Your objective
Exactly as written, transcribe the data from its opening line through the line containing "ring mcp: (287, 229)". Leave every picture out.

Given data
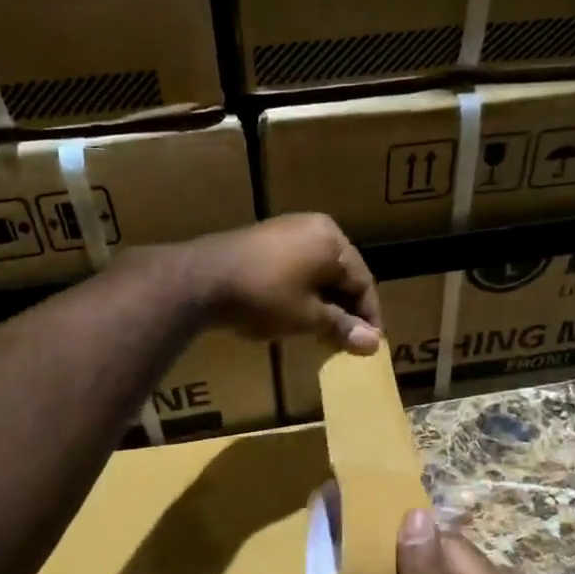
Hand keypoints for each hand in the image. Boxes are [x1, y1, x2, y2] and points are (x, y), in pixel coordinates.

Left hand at [180, 214, 381, 352]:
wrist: (200, 279)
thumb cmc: (264, 297)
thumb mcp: (307, 317)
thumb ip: (342, 327)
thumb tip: (375, 343)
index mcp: (333, 241)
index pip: (363, 282)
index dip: (368, 317)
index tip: (369, 346)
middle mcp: (315, 227)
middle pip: (342, 274)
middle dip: (345, 309)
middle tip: (345, 342)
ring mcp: (287, 229)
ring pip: (318, 271)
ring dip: (324, 302)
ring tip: (321, 332)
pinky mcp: (263, 239)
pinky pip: (297, 265)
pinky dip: (303, 290)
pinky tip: (295, 312)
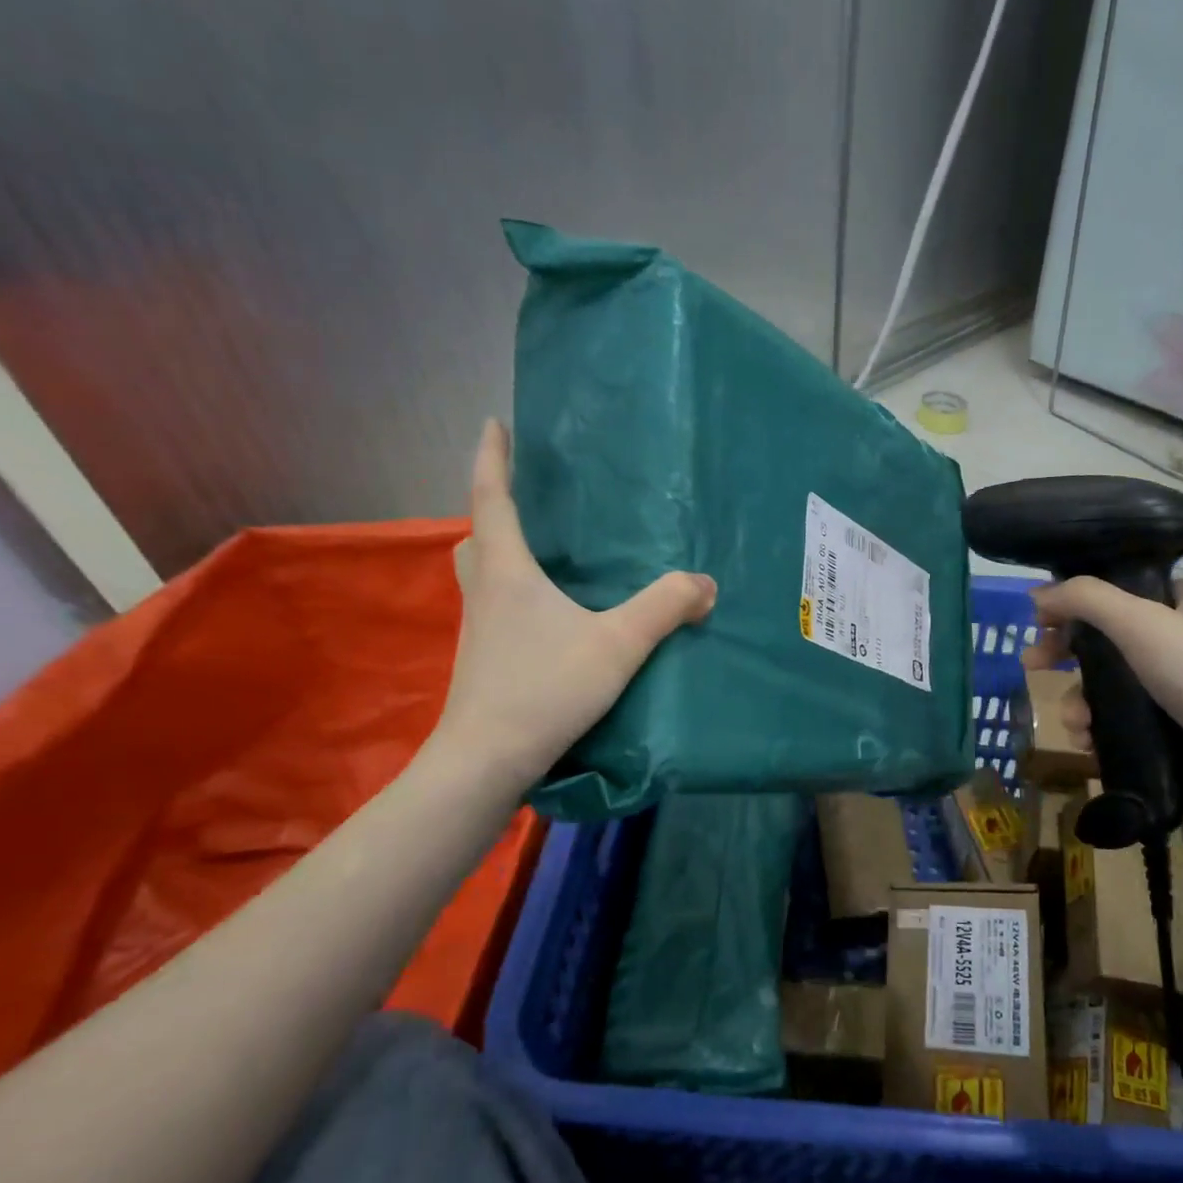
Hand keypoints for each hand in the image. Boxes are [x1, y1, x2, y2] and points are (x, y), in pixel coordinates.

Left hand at [432, 420, 716, 788]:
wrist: (487, 759)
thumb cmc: (545, 687)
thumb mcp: (617, 644)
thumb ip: (664, 609)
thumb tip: (705, 584)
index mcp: (507, 572)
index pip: (492, 500)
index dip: (492, 459)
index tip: (494, 423)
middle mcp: (486, 593)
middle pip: (477, 539)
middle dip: (493, 512)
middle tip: (526, 504)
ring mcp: (479, 630)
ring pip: (481, 577)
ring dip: (500, 556)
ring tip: (542, 559)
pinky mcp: (484, 661)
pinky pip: (495, 609)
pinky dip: (514, 597)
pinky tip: (549, 619)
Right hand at [1020, 578, 1182, 823]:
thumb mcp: (1141, 622)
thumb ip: (1085, 599)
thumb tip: (1036, 595)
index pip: (1122, 590)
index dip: (1078, 602)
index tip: (1041, 620)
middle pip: (1107, 639)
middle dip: (1066, 655)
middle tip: (1031, 665)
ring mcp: (1180, 690)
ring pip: (1108, 685)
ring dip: (1079, 700)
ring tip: (1075, 721)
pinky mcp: (1172, 732)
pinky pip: (1119, 722)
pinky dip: (1098, 728)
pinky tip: (1088, 742)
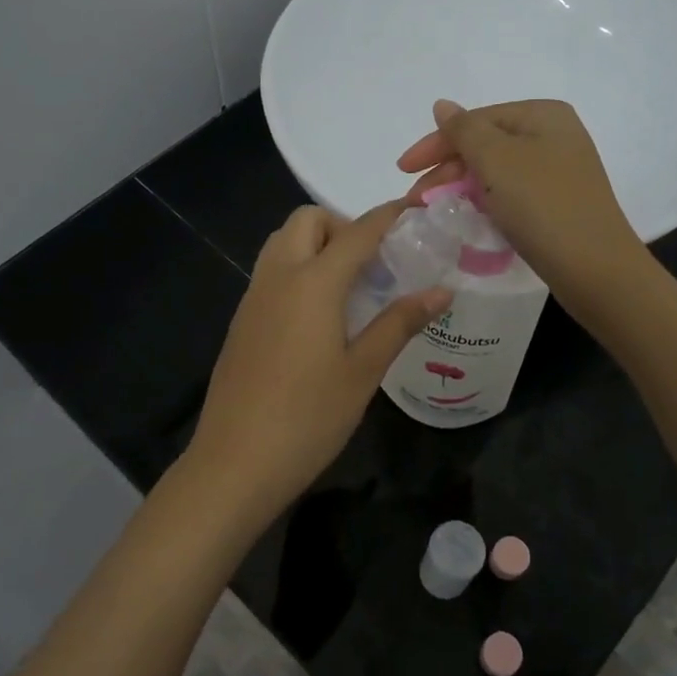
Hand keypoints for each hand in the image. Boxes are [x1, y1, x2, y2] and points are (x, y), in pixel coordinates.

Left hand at [182, 203, 450, 529]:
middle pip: (307, 221)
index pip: (357, 231)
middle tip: (374, 264)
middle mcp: (277, 277)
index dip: (389, 216)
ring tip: (350, 288)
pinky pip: (271, 273)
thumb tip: (441, 291)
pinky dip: (298, 270)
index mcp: (312, 283)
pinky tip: (319, 317)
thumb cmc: (308, 418)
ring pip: (282, 243)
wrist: (234, 463)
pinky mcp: (241, 322)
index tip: (416, 212)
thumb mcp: (363, 371)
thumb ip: (400, 323)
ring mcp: (252, 298)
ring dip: (316, 245)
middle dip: (343, 225)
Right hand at [397, 99, 646, 308]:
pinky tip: (469, 220)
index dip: (435, 144)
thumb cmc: (542, 205)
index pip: (475, 120)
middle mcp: (554, 136)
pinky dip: (486, 204)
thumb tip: (443, 105)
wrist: (595, 269)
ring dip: (462, 189)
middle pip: (485, 145)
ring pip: (496, 173)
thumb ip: (464, 130)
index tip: (402, 171)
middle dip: (447, 171)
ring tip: (436, 212)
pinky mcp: (558, 205)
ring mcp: (559, 172)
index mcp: (543, 115)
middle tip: (416, 201)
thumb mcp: (496, 160)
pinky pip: (511, 195)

Answer to this exercise
Hand keypoints for each hand in the image. Boxes are [x1, y1, x2, y2] and points are (x, y), in pixel coordinates.

Left hand at [180, 214, 381, 352]:
wrist: (200, 279)
thumb cmc: (264, 297)
thumb mcp: (307, 317)
thumb ip: (342, 327)
thumb tip: (375, 343)
index mcp: (333, 241)
index pip: (363, 282)
index dip: (368, 317)
index tip: (369, 346)
middle mcp: (315, 227)
middle pip: (342, 274)
middle dip: (345, 309)
middle tip: (345, 342)
ring mcp: (287, 229)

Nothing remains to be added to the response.